COMP9315 24T1 Exercises 09
Transaction Processing: Concurrency, Recovery
DBMS Implementation

  1. Consider the following transaction T1: R(X), R(X)

    1. Give an example of another transaction T2 that, if run concurrently to transaction T1 without some form of concurrency control, could interfere with T1 to produce unrepeatable reads. Show the sequence of operations which would cause the problem.

      Answer:

      Even a transaction as simple as T2: W(X) is sufficient to cause unrepeatable reads. If T2 runs concurrently with T1 and if the W(X) operation occurs between the two R(X) operations, then T1 sees a different value of X on each of the read operations. The following schedule shows the problem:

      T1:  R(X)        R(X)
      T2:        W(X)
      
    2. Explain how the application of strict two-phase locking would prevent the problem described in your previous answer.

      Answer:

      In the case of two-phase locking the transactions would be re-written as:

      T1: ReadLock(X)  R(X)  R(X)  Unlock(X)
      
      T2: WriteLock(X)  W(X)  Unlock(X)
      

      If T1 starts first and acquires the ReadLock on X, then T2 will be unable to proceed until T1 has completed its two reads (it cannot acquire the WriteLock while another transaction holds a ReadLock). If T2 starts first and acquires the WriteLock on X, then T1 will be unable to proceed until T2 has completed (it cannot acquire a ReadLock while another transaction holds a WriteLock).

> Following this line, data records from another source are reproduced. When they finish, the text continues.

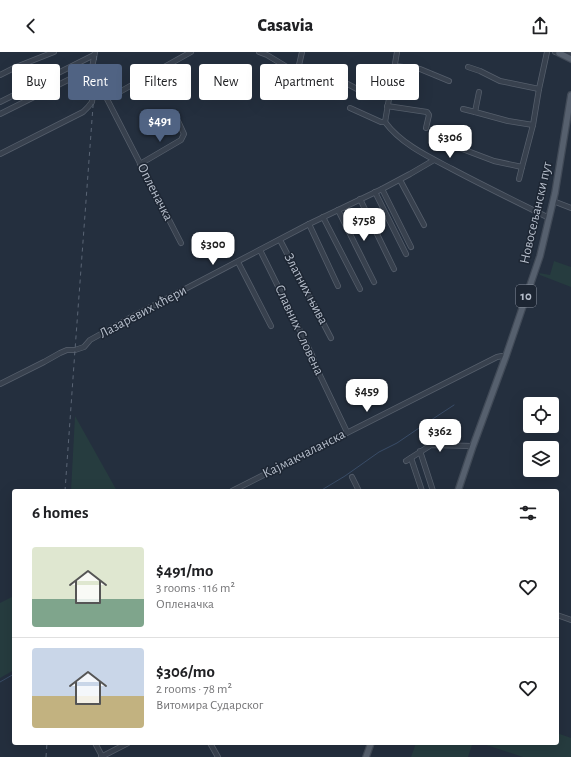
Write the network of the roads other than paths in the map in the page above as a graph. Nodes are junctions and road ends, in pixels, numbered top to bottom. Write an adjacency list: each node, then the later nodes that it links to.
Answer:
1 (54, 52): 18 (street)
2 (191, 52): 39 (street, Опленачка)
3 (259, 52): 13 (street)
4 (302, 52): 14 (street)
5 (396, 52): 15 (street)
6 (547, 52): 21 (street)
7 (557, 52): 10 (street); 11 (main road)
8 (568, 52): 10 (street)
9 (95, 54): 12 (street); 26 (street)
10 (571, 54)
11 (571, 59)
12 (93, 64)
13 (281, 64)
14 (299, 64)
15 (395, 64)
16 (468, 67): 21 (street)
17 (419, 69): 20 (street)
18 (0, 75)
19 (68, 80): 31 (street)
20 (449, 82)
21 (539, 89): 34 (street)
22 (479, 92): 30 (street)
23 (571, 95): 46 (main road, Новосељански пут / 10)
24 (92, 100): 37 (street)
25 (389, 100): 27 (street)
26 (0, 102)
27 (387, 106): 33 (street); 35 (street)
28 (350, 108): 33 (street)
29 (463, 110): 30 (street)
30 (475, 112): 34 (street)
31 (0, 114)
32 (178, 121): 39 (street)
33 (385, 122): 38 (street)
34 (533, 125): 40 (street)
35 (426, 128)
36 (457, 147): 40 (street)
37 (0, 154)
38 (434, 160): 42 (street, Лазаревих кћери); 50 (street)
39 (140, 164): 54 (street, Опленачка)
40 (522, 167): 41 (street)
41 (519, 179)
42 (400, 180): 43 (street, Лазаревих кћери); 52 (street)
43 (382, 189): 44 (street, Лазаревих кћери); 55 (street)
44 (375, 192): 45 (street, Лазаревих кћери); 57 (street)
45 (360, 199): 48 (street, Лазаревих кћери); 59 (street)
46 (553, 201): 47 (street); 50 (main road, Новосељански пут / 10)
47 (571, 208)
48 (338, 210): 49 (street, Лазаревих кћери); 60 (street)
49 (323, 217): 51 (street, Лазаревих кћери); 62 (street)
50 (549, 218): 65 (main road, Новосељански пут / 10)
51 (309, 224): 53 (street, Лазаревих кћери); 61 (street)
52 (424, 225)
53 (280, 240): 56 (street, Лазаревих кћери); 64 (street, Златних њива)
54 (181, 243)
55 (411, 247)
56 (260, 250): 58 (street, Лазаревих кћери); 67 (street, Славних Словена)
57 (406, 254)
58 (238, 262): 63 (street); 66 (street, Лазаревих кћери)
59 (394, 269)
60 (374, 282)
61 (338, 286)
62 (360, 289)
63 (271, 326)
64 (331, 338)
65 (506, 356): 67 (street, Кајмакчаланска); 68 (main road, Новосељански пут / 10)
66 (0, 384)
67 (347, 432): 73 (street, Кајмакчаланска)
68 (473, 446): 69 (street); 77 (main road, Новосељански пут / 10)
69 (420, 451): 70 (street); 76 (street)
70 (411, 458): 71 (street); 75 (street)
71 (406, 461)
72 (352, 478): 74 (street)
73 (236, 489)
74 (358, 489)
75 (421, 489)
76 (433, 489)
77 (459, 489)
78 (559, 616): 79 (street)
79 (571, 620)
80 (96, 745): 84 (street)
81 (124, 745): 84 (street)
82 (211, 745): 85 (street)
83 (370, 745): 86 (main road)
84 (102, 757)
85 (218, 757)
86 (366, 757)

      The following two schedules are the only possible ones that can occur (where "....." indicates a delay while waiting for a lock):

      Schedule 1:
      
      T1:  ReadLock(X)  R(X)  R(X)  Unlock(X)
      T2:             .......................  WriteLock(X)  W(X)  Unlock(X)
      
      Schedule 2:
      
      T1:             .................  ReadLock(X)  R(X)  R(X)  Unlock(X)
      T2: WriteLock(X)  W(X)  Unlock(X)

  2. SQL supports four isolation-levels and two access-modes, for a total of eight combinations of isolation-level and access-mode. Each combination implicitly defines a class of transactions; the following questions refer to these eight classes:

    1. Describe which of the following phenomena can occur at each of the four SQL isolation levels: dirty read, unrepeatable read, phantom problem.

      Answer:

      For Read Uncommitted, all three may occur.
      For Read Committed, only unrepeatable read and the phantom problem may occur.
      For Repeatable Read, only the phantom problem may occur.
      For Serializable, none of the problems can occur.

    2. Why does the access mode of a transaction matter?

      Answer:

      If all transactions are READ-ONLY mode, then the isolation level doesn't matter, since none of the problems noted above can occur. As soon as even one transaction is READ/WRITE access mode, then the above problems may occur, and an appropriate isolation-level needs to be used to avoid any of the above problems that are undesirable.


  3. Draw the precedence graph for the following schedule:

    T1:      R(A) W(Z)                C
    T2:                R(B) W(Y)        C
    T3: W(A)                     W(B)     C
    

    Answer:

    It has an edge from T3 to T1 (because of A) and an edge from T2 to T3 because of B.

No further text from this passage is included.